25 Kasım Kadına Şiddete Karşı Uluslararası Mücadele Günü haftasında, araştırmalar kadının toplumsal hayattaki yerine işaret ediyor. 2010 ile 2015 arasında Türkiye’de 1134 kadın yaşamını yaşamını yitirdi.
25 Kasım Kadına Şiddete Karşı Uluslararası Mücadele Günü haftasında, araştırmalar kadının toplumsal hayattaki yerine işaret ediyor. 2010 ile 2015 arasında Türkiye'de 1134 kadın yaşamını yaşamını yitirdi. Bunların 15'i yaşları 13 ile 18 arasında değişen kız çocuklarıydı. Şiddet gören her 3 kadından biri intihar etmeyi düşünürken, kadınlar endişe verici bir oranla yardım ummadığı için kurumlara başvurmadı. Polisten istenen yardımın yüzde 27'si de eşle uzlaştırılmayla sonuçlandı.
Kadına yönelik şiddette uygulanan ceza sistematiğinin caydırıcı özellikler taşımaması, yargının cinayetlere ilişkin davalarda 'tahrik', 'iyi hal, 'pişmanlık' gibi 'indirimlere' gitmesi, kadına yönelik şiddetin engellenmesinin engelliyor. Cinsel istismar, cinayet ve kadına şiddete karşı uygulanan cezasızlık ya da 'indirim' politikası sorunun çözümünü de ortadan kaldırıyor.

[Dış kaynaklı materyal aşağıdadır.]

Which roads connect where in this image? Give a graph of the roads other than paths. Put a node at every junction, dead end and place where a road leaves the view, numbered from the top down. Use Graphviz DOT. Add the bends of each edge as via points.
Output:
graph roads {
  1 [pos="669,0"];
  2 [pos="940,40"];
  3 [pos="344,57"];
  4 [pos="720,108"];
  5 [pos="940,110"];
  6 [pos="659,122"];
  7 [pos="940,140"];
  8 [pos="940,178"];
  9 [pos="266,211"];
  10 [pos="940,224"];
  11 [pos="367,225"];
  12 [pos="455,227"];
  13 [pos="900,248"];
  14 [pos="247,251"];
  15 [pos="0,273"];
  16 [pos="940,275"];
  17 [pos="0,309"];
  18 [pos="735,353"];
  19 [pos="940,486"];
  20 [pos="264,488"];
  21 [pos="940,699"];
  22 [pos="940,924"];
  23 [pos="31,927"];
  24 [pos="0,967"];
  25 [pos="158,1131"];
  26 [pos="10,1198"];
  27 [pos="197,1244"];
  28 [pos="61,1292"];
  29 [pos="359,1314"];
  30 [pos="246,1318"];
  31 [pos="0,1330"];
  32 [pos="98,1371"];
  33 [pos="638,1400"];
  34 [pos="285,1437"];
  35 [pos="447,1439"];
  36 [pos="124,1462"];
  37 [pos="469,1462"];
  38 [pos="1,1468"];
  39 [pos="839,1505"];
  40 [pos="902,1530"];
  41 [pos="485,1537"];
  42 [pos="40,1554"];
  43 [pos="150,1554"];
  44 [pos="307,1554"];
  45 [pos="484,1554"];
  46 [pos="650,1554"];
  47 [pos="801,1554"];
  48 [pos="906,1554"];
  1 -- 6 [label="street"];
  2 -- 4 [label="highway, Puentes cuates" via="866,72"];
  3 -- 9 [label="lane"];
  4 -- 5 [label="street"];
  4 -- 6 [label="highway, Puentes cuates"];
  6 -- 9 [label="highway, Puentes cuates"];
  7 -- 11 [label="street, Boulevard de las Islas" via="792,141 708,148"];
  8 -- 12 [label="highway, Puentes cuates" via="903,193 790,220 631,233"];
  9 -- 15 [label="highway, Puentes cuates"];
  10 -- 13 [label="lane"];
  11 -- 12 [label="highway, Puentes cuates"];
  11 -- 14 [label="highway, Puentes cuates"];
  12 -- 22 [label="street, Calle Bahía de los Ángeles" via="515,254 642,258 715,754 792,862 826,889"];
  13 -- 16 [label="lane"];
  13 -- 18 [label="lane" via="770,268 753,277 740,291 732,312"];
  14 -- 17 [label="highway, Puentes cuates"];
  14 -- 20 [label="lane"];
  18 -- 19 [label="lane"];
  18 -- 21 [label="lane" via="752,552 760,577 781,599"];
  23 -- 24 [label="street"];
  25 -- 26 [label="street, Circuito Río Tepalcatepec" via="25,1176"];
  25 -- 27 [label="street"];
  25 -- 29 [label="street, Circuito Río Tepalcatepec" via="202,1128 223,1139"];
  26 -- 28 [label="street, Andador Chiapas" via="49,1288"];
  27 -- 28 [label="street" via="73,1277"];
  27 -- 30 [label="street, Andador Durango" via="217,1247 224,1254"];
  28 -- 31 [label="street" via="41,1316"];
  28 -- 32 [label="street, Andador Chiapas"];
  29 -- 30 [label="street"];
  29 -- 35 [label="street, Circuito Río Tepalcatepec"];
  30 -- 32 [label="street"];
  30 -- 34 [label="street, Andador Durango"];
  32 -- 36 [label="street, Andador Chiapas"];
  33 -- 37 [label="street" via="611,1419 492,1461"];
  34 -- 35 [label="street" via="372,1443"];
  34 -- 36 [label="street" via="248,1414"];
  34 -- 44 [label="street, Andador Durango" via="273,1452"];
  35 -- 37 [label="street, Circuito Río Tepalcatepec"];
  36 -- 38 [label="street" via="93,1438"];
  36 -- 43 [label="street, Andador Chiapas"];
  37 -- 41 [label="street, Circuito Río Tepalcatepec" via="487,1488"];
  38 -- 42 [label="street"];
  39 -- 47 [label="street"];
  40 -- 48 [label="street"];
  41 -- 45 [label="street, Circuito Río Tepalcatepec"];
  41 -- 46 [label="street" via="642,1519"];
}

25 Kasım Kadına Şiddete Karşı Uluslararası Mücadele Günü’ne girilirken, ülkede 5 yılda yaşanan kadın cinayetlerindeki çarpıcı rakamlar, kadına yönelik şiddetin ulaştığı noktayı da gözler önüne seriyor. 2010 yılı ile 2015 arasında Türkiye'de hayatını kaybeden kadın sayısı 1134. Cinayetlerin 235'i devam eden ayrılık veya boşanma sürecinde yaşandı. Cinayetlerin bahanes; ‘saçını kızıla boyatmak’, ‘yeni elbise almak’, ‘patates köfte yapmamak’, ‘tuzluğu uzatmamak’ veya sadece ‘gıcık olmak’ olurken, failler ise 'koca', sevgili, baba, oğul, erkek kardeş, kısaca kadınların en yakınındaki erkekler oldu. 2010-2015 arasını kapsayan dönemde öldürülen kadınlardan 608’inin faili eşi veya eski eşi olurken; 161’inin faili erkek arkadaşı veya eski erkek arkadaşı, 213’ünün faili ise ailesindeki erkekler (babası, oğlu, erkek kardeşi, damadı, kayınpederi) veya akrabası oldu.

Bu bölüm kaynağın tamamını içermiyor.